Article 84 EPC recites:
The claims shall define the matter for which protection is sought. They shall be clear and concise and supported by the description.
If a claim of a pending European patent application is deemed to not fulfil the requirements of Article 84 EPC, in any way, the examiner responsible for said application will most likely raise a clarity objection. In response to the clarity objection, the applicant will be required to amend the claim in question or submit convincing arguments in support of the clarity of said claim, for the application to proceed to grant.
However, once a patent has been granted on a European patent application, there is no provision for third parties to object to a granted claim on the ground of lack of clarity. The grounds for opposition of a granted European patent are set out in Article 100 EPC.
Article 100 EPC recites:
Opposition may only be filed on the grounds that:
- the subject-matter of the European patent is not patentable under Articles 52 to 57;
- the European patent does not disclose the invention in a manner sufficiently clear and complete for it to be carried out by a person skilled in the art;
- the subject-matter of the European patent extends beyond the content of the application as filed, or, if the patent was granted on a divisional application or on a new application filed under Article 61, beyond the content of the earlier application as filed.
In other words, the claims of a granted European patent may only be objected to for failing to meet the requirements of patentability (Article 52(1) EPC[i]), for lacking sufficiency (Article 83 EPC[ii]), or for containing added subject matter (Articles 123(2) EPC[iii], 76(1) EPC[iv], and 61(1)(b) and 61(2) EPC[v]). There is no provision in the EPC for opposing a claim of a granted European patent on the ground of lack of clarity (Article 84 EPC).
However, clarity objections may validly be raised against amended claims filed during opposition proceedings under Article 101(3)(a) EPC[vi].

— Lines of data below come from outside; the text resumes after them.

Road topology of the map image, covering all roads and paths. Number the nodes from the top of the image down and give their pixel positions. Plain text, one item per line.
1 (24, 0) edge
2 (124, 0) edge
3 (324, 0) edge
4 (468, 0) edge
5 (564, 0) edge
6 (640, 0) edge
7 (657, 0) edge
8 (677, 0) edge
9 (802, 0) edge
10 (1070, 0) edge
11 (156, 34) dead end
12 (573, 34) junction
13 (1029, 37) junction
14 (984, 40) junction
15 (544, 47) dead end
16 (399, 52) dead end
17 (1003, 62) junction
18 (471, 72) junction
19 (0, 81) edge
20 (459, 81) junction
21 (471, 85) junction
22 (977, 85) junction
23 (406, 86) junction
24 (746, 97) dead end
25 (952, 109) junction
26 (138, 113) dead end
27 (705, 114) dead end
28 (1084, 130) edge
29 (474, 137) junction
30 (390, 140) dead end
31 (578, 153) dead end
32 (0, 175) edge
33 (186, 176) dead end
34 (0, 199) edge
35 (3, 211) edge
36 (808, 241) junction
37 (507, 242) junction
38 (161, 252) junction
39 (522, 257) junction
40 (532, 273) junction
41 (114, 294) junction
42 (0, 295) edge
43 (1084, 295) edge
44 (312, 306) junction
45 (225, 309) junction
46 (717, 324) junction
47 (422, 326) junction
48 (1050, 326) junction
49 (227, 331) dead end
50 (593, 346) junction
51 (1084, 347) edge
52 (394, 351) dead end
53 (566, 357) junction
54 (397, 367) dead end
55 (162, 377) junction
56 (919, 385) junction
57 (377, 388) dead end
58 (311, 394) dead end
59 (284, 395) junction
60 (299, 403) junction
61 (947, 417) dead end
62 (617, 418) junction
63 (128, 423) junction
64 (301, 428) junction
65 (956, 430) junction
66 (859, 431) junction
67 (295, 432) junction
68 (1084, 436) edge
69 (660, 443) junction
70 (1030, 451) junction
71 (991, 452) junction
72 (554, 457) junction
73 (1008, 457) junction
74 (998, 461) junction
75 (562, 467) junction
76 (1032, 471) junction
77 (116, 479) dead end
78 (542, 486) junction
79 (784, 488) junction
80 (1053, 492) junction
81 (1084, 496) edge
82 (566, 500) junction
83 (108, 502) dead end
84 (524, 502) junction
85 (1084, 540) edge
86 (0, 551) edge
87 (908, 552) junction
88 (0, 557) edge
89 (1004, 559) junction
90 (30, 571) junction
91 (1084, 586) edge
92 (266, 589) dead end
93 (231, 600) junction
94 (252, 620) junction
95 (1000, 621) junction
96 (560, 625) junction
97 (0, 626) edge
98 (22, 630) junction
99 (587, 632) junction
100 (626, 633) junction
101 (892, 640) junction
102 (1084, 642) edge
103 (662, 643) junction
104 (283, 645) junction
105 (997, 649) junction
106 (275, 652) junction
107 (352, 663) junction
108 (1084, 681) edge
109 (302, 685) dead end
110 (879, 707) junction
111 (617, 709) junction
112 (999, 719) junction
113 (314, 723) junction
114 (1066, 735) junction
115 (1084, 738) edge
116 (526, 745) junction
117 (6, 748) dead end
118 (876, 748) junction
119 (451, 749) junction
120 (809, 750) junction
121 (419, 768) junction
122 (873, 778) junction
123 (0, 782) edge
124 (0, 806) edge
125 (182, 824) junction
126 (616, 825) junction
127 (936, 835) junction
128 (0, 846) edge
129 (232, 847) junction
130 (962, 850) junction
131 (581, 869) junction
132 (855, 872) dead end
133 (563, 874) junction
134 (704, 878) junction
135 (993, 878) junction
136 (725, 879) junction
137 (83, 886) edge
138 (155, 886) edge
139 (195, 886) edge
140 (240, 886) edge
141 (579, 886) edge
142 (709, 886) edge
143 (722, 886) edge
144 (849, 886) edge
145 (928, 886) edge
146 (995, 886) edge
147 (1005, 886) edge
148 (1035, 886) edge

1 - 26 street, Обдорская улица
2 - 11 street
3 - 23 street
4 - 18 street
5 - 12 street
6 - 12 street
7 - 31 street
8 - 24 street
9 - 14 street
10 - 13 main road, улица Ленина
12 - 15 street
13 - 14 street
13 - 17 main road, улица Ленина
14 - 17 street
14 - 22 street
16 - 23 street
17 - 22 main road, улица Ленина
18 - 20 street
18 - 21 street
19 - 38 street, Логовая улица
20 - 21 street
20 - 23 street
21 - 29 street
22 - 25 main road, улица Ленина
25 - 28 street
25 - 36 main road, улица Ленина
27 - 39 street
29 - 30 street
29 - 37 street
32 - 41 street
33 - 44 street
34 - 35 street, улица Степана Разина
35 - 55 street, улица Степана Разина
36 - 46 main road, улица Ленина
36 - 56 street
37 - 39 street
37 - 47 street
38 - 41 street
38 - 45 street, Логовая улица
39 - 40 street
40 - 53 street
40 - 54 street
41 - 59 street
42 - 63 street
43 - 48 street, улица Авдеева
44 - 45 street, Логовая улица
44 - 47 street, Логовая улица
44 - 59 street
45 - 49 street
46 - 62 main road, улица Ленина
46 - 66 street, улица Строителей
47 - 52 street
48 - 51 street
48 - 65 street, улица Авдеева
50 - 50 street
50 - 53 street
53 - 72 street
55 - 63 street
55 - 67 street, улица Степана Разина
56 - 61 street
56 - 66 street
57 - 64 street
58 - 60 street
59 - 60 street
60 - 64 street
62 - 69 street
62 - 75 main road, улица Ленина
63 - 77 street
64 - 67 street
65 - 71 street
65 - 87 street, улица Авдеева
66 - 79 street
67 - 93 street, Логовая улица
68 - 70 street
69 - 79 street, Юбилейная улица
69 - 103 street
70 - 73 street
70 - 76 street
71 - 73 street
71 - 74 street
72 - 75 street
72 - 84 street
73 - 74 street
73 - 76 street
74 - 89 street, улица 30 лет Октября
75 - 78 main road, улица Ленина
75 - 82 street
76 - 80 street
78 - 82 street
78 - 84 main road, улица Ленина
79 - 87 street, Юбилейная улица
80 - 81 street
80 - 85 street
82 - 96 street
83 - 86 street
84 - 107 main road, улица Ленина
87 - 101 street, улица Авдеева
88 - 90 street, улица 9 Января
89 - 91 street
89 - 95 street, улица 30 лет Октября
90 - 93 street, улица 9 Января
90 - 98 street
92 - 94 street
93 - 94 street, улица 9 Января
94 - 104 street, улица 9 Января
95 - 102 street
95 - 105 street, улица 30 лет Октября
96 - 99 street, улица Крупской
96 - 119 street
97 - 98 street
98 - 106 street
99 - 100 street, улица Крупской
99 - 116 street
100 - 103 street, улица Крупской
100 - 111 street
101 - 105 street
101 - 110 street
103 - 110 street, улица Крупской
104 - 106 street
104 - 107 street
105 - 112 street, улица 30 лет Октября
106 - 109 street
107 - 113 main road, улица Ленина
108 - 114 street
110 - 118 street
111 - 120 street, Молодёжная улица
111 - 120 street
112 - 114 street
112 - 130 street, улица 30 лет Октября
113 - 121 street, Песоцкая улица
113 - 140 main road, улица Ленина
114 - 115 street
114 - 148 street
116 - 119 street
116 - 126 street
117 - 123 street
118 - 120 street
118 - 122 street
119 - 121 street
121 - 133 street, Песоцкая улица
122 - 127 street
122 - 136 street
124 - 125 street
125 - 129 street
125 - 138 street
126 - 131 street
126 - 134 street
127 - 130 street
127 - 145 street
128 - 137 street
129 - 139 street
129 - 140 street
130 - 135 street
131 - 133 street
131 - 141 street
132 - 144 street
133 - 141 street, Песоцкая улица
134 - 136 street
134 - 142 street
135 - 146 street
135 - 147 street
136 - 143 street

Occasionally, where a granted claim lacks clarity in the form of lacking support in the description as filed, said claim may validly be opposed under Article 100(b) EPC. For example, a granted claim may be so broad that it both lacks support and is not sufficiently disclosed such that a person skilled in the art is able to carry out the subject matter of said claim[vii].
Recent decision T1791/16 shows that a granted claim lacking clarity may, under certain circumstances, also be objected to under Article 100(c) EPC.
Decision T1791/16 dealt with an appeal against the decision of the opposition division to revoke European patent number EP 1611541 for failure to comply with the requirements of Article 123(2) EPC3.
The patent in suit concerned multispectral imaging biometrics and claim 1 was directed to a sensor system for obtaining multispectral image data for use in biometric authentication or identification.
During prosecution of the application, the proprietor had amended the last feature of the system of claim 1 to refer to comparing “skin features” rather than comparing “multispectral images”. The appellant (patent proprietor) and the respondent (opponent) disagreed on what was to be understood by the last feature of claim 1 as amended during prosecution: the respondent put forward a first interpretation of the last feature of claim 1 and alleged that said feature so interpreted lacked basis in the application as filed; and the appellant countered with a second interpretation of the last feature of claim 1, arguing that the respondent’s interpretation of claim 1 was unreasonable based on the disclosure of the application as filed.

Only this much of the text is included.